I also work with high power divices:- Groups of Elevators ( as in moving people up & down buildings). The problem is the same but the scale is different (study Chaos Theory for a deeper insight!).
Foget RMS and simple averaging. Work with RSS ([Square] Root of the Sum of the Squares values & you will hit a realistic value. Your power supply will need to take care of peak power (high but short time) to avoid collapse. You
can get this from the study of a few buffers operating in worst case signal conditions (all OFF, switching ON:- don't forget the reset switching condition).
Transmission lines..how good is your model for short line lengths? Work on what you know is going to be physical reality..otherwise you can be in "foo dust "..looks interesting but has no value in reality.
Hope this helps
Pat Zabinski wrote:
> I'm working on a rather large system (over 50,000 Watts!), and we
> are trying to come up with some detailed power estimates for
> each component.
> The system is essentially comprised of LOTS(!) of identical
> parallel processing ASICs, each ASIC having roughly 600 I/O.

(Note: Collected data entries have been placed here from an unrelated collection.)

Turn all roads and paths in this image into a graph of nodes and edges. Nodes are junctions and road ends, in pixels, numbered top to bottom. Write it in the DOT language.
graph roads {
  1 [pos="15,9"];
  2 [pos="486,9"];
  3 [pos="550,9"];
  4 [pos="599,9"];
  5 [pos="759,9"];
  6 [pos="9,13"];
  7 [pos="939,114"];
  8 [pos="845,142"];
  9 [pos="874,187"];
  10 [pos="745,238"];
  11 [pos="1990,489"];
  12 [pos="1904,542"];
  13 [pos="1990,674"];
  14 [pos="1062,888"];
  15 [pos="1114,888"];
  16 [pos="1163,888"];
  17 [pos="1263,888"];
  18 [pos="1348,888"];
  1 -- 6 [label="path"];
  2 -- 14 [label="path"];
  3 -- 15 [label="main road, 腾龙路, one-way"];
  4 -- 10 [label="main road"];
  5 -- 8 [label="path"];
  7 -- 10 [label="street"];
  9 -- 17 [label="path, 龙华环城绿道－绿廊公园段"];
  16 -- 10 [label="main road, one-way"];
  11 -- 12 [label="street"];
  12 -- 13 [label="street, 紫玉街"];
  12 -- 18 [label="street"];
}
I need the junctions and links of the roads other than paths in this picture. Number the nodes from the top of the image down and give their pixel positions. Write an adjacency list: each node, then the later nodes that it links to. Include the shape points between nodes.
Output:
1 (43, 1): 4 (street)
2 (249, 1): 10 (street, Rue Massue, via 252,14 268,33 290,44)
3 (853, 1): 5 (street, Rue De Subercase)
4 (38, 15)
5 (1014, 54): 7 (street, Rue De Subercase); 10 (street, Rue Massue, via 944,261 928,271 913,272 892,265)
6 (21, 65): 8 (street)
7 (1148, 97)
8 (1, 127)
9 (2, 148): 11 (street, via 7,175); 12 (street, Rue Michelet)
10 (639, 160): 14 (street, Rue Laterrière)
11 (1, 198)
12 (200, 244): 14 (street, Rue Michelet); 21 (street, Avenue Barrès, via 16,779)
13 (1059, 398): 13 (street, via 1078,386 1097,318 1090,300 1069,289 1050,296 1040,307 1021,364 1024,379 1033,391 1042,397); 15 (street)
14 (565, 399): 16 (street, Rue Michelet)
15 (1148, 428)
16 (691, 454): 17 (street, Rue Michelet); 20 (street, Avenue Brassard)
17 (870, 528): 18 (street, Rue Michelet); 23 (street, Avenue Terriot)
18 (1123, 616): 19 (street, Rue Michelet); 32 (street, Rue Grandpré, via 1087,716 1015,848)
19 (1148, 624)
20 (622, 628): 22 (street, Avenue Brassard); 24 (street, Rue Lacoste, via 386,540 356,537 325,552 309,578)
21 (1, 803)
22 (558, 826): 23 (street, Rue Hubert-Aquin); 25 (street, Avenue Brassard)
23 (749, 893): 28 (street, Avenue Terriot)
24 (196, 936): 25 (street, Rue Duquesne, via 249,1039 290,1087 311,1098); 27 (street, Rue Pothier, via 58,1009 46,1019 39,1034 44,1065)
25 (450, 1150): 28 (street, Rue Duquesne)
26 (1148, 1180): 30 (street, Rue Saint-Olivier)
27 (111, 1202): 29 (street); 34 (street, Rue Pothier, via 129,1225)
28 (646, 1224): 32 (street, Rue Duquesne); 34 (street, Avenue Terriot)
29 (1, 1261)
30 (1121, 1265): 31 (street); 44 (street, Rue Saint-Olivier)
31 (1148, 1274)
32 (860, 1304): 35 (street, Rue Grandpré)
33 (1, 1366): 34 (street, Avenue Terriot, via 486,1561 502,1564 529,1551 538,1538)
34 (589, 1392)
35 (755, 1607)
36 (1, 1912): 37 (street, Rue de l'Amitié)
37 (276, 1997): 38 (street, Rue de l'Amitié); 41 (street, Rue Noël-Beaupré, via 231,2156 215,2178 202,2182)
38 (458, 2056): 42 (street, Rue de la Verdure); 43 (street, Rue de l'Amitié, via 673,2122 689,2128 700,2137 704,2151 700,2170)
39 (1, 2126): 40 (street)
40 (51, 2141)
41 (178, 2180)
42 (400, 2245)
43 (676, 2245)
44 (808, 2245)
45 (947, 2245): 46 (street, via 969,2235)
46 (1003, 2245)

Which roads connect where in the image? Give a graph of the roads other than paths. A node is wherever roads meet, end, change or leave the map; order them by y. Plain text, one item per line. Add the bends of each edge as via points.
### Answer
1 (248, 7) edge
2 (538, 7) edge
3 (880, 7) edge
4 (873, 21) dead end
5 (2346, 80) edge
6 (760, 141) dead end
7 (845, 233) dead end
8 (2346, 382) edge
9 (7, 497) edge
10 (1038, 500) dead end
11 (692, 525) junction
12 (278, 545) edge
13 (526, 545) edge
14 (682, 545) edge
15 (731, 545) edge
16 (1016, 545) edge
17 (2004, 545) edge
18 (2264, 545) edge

> The basic I/O is full-swing CMOS with a 2.5 VDD supply running
> at roughly 100 Mbps. A small change in one ASIC will have
> a three-orders of magnitude higher impact on the system, so we need
> to pay very close attention to details. The I/O have been
> designed and tweaked to account for impedance, edge rates,
> packaging effects, etc., so we have a high level of confidence
> they are going to work; at this point, we simply need to
> obtain a power estimate for them.
> In order to come up with good system-level power estimates (which
> will determine cooling requirements and power supply requirements),
> we need to have an accurate ASIC power estimate. We've got pretty
> good numbers for the core circuitry, but we're trying to develop
> an estimate for the custom I/O buffers.
> To get the power for one buffer, we simulate the buffer with
> a 1010101... pattern, toggling every possible bit period.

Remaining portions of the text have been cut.